This website is readily available to blind and partially sighted people, whatever programme and technical systems they use, but the site has obviously also been designed to be relevant to, and a pleasant experience for, the general public.

This challenge was met with the help of the site designer, Marlon, who spent a lot of time investigating all types of accessibility standards for enabling blind and partially-sighted people to "surf" the Internet. However, we also have to acknowledge our gratitude for the collaborative efforts of the many blind or partially sighted people who agreed to take part in various tests and offer their opinions as the site was being developed.

The W3C recommendations formed the basis for designing the Ligue Braille site, in keeping with the international accessibility recommendations. AnySurfer, a Belgian website accessibility organisation, has also given its seal of approval to the website.

The Ligue Braille could not and did not wish to create two different sites so that the visually impaired find themselves “ghettoised” on the site.

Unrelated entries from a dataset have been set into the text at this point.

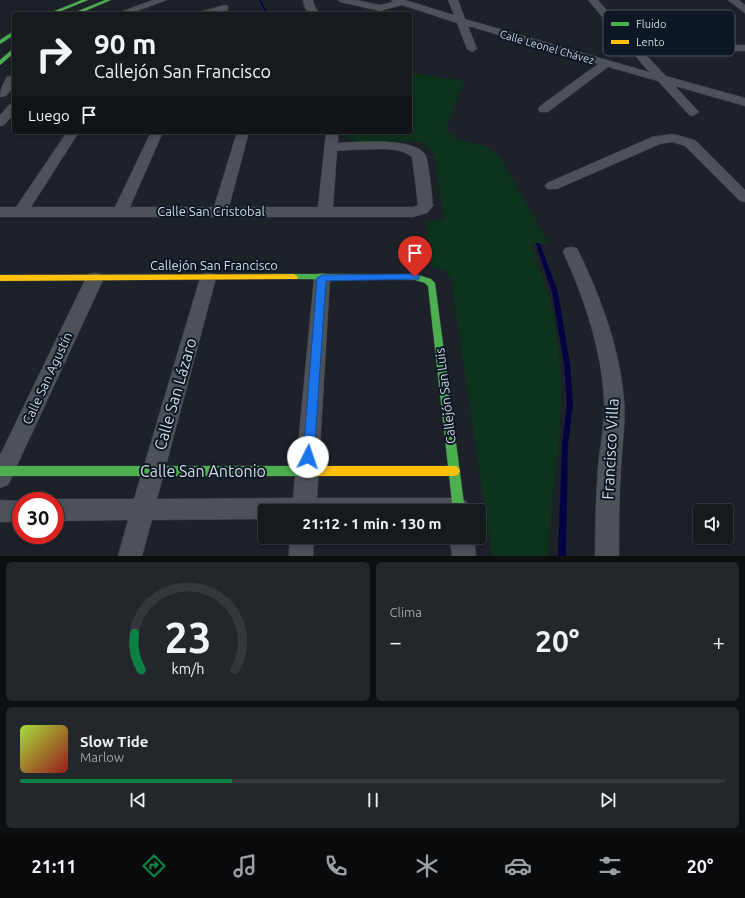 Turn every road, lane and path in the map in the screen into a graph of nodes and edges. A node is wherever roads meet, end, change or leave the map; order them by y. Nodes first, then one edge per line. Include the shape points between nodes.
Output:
1 (86, 0) edge
2 (110, 0) edge
3 (162, 0) edge
4 (308, 0) edge
5 (343, 0) edge
6 (453, 0) edge
7 (593, 0) edge
8 (734, 0) edge
9 (399, 1) edge
10 (226, 7) edge
11 (745, 10) edge
12 (382, 11) edge
13 (55, 12) edge
14 (79, 12) edge
15 (126, 12) edge
16 (210, 12) edge
17 (313, 12) edge
18 (603, 12) edge
19 (461, 21) junction
20 (12, 34) edge
21 (0, 42) edge
22 (472, 49) dead end
23 (12, 52) edge
24 (640, 56) edge
25 (0, 63) edge
26 (605, 64) junction
27 (0, 71) edge
28 (12, 78) edge
29 (661, 78) junction
30 (12, 81) edge
31 (12, 92) edge
32 (1, 94) edge
33 (745, 102) edge
34 (12, 109) edge
35 (544, 109) dead end
36 (693, 112) dead end
37 (0, 122) edge
38 (72, 134) edge
39 (157, 134) edge
40 (242, 134) edge
41 (332, 134) edge
42 (331, 147) junction
43 (552, 186) dead end
44 (745, 198) edge
45 (121, 211) junction
46 (325, 211) junction
47 (0, 212) edge
48 (21, 212) junction
49 (220, 212) junction
50 (571, 252) dead end
51 (0, 278) edge
52 (95, 278) junction
53 (208, 278) junction
54 (322, 278) junction
55 (428, 281) joint
56 (153, 470) junction
57 (454, 471) junction
58 (307, 472) junction
59 (1, 474) edge
60 (304, 504) edge
61 (457, 504) edge
62 (143, 509) junction
63 (64, 510) edge
64 (258, 510) edge
65 (0, 511) edge
66 (12, 511) edge
67 (302, 544) edge
68 (463, 544) edge
69 (130, 556) edge
70 (301, 556) edge
71 (464, 556) edge
72 (607, 556) edge

1 - 13 street
2 - 14 street
3 - 15 street
4 - 17 street
5 - 12 street
6 - 19 street
7 - 18 street
8 - 11 street
9 - 12 street
9 - 19 street, Calle Leonel Chávez
10 - 16 street
19 - 22 street
19 - 26 street, Calle Leonel Chávez
20 - 21 street
23 - 25 street
24 - 29 street
26 - 29 street, Calle Leonel Chávez
26 - 35 street
27 - 28 street
29 - 33 street, Calle Leonel Chávez
29 - 36 street
30 - 32 street
31 - 32 street
34 - 37 street
38 - 48 street
39 - 45 street
40 - 49 street
41 - 42 street
42 - 46 street
42 - 46 street, Calle San Cristobal via 411,149 419,156 426,206 422,210 412,212
43 - 44 street via 657,140 673,138 690,143
45 - 48 street, Calle San Cristobal
45 - 49 street, Calle San Cristobal
46 - 49 street, Calle San Cristobal
47 - 48 street, Calle San Cristobal
50 - 72 street, Francisco Villa via 599,319 614,403 607,509
51 - 52 street, Callejón San Francisco
52 - 53 street, Callejón San Francisco
52 - 59 street, Calle San Agustín
53 - 54 street, Callejón San Francisco
53 - 56 street, Calle San Lázaro
54 - 55 street, Callejón San Francisco via 415,277
54 - 58 street
55 - 57 street, Callejón San Luis via 432,285
56 - 58 street, Calle San Antonio
56 - 59 street, Calle San Antonio
56 - 62 street, Calle San Lázaro
57 - 58 street, Calle San Antonio
57 - 61 street, Callejón San Luis
58 - 60 street
62 - 63 street
62 - 64 street
62 - 69 street, Calle San Lázaro
65 - 66 street
67 - 70 street
68 - 71 street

Sighted, partially sighted and blind people have access to the same information and the same language here.

Specific tools.

We have developed some specific tools to make it easier for the visually impaired to browse the site:

  • Contrasts
    The basic contrasts between the background and the text are already very sharp, but some people may be more comfortable with a black background. This is why enabling the "contrasts" function in the site header completely reverses the contrasts, changing the white background to a black one. This is a valuable tool for both the visually impaired using a computer and for the sighted working on a tablet or smartphone.

  • Enlarging texts
    Enabling this feature enlarges the text published on the site, but if the tool is already enabled, press this button to return to a “standard” text size. This is a valuable tool for both the visually impaired using a computer and for the sighted working on a tablet or smartphone.

  • Mobile browsing
    The mobile browsing feature is based on the website’s "elastic" design such that the site is automatically adapted to the size of the window.

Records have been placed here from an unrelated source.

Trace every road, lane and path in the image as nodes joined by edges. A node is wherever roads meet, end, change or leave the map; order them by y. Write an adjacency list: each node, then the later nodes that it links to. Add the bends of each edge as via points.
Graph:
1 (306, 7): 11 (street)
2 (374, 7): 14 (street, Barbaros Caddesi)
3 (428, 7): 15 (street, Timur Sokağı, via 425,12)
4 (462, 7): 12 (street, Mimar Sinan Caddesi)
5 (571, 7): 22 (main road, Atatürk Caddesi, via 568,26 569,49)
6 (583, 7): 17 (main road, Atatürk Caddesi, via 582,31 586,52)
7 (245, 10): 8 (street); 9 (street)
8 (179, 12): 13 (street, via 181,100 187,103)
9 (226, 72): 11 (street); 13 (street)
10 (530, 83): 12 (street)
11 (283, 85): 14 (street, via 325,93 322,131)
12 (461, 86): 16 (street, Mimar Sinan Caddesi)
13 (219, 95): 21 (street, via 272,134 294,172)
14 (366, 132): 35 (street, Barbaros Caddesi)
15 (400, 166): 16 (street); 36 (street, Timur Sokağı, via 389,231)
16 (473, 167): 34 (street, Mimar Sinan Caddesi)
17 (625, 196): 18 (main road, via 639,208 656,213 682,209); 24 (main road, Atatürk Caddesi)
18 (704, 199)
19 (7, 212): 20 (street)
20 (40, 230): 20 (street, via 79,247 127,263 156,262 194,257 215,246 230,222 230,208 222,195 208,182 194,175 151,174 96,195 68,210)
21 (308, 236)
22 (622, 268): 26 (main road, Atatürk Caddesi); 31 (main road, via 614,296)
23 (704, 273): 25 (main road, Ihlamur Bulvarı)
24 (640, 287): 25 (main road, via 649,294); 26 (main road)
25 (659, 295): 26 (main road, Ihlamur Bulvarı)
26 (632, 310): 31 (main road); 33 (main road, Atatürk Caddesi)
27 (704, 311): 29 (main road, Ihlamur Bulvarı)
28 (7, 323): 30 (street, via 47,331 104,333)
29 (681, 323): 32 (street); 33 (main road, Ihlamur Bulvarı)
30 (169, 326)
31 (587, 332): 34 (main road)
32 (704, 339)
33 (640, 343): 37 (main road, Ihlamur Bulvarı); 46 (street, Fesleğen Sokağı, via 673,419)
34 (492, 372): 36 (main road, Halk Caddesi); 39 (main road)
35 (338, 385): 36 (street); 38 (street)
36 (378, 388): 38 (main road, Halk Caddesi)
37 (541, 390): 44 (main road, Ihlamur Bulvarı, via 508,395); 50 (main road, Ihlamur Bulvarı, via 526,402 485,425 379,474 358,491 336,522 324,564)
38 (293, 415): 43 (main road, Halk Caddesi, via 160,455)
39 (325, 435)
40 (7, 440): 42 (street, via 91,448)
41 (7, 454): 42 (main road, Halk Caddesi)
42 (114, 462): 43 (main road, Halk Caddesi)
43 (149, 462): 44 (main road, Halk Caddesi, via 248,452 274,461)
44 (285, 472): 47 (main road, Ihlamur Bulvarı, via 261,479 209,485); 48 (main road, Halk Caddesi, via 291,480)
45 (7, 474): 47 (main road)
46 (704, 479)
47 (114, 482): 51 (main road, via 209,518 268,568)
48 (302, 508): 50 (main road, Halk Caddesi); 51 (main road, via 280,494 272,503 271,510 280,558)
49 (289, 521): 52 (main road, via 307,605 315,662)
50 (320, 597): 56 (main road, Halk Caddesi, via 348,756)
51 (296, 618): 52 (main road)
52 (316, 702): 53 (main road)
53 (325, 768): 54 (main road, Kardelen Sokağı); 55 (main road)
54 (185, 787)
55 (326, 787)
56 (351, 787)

    When the feature is enabled, what happens in practice is that the site automatically switches to “smartphone” mode, so the user can enjoy a vertical browsing experience. The aim is to allow visually impaired people to use a "zoom" application so as to avoid navigating the site from left to right too much, as this can make browsing frustrating.

Direct access.

These tools have been provided for people browsing with a voice synthesis system. The text-to-speech synthesiser will read out a series of links on the site page and clicking on these will take the person directly to certain sections of the site:

  • Go to content
  • Go to contacts
  • Go to main menu
  • Go to search
  • Go to site map
  • Go to accessibility tools

Described image

All the images featured on this site are described with using the ALT feature.

Finding your whereabouts on the site.

At the start of every page, the browsing path is repeated so visitors know exactly where they are on the site.

For example, on the "Accessibility" page the path will look like this:

From home to accessibility
Whereas for someone using a vocal synthesiser it will sound like this: from Home to Accessibility.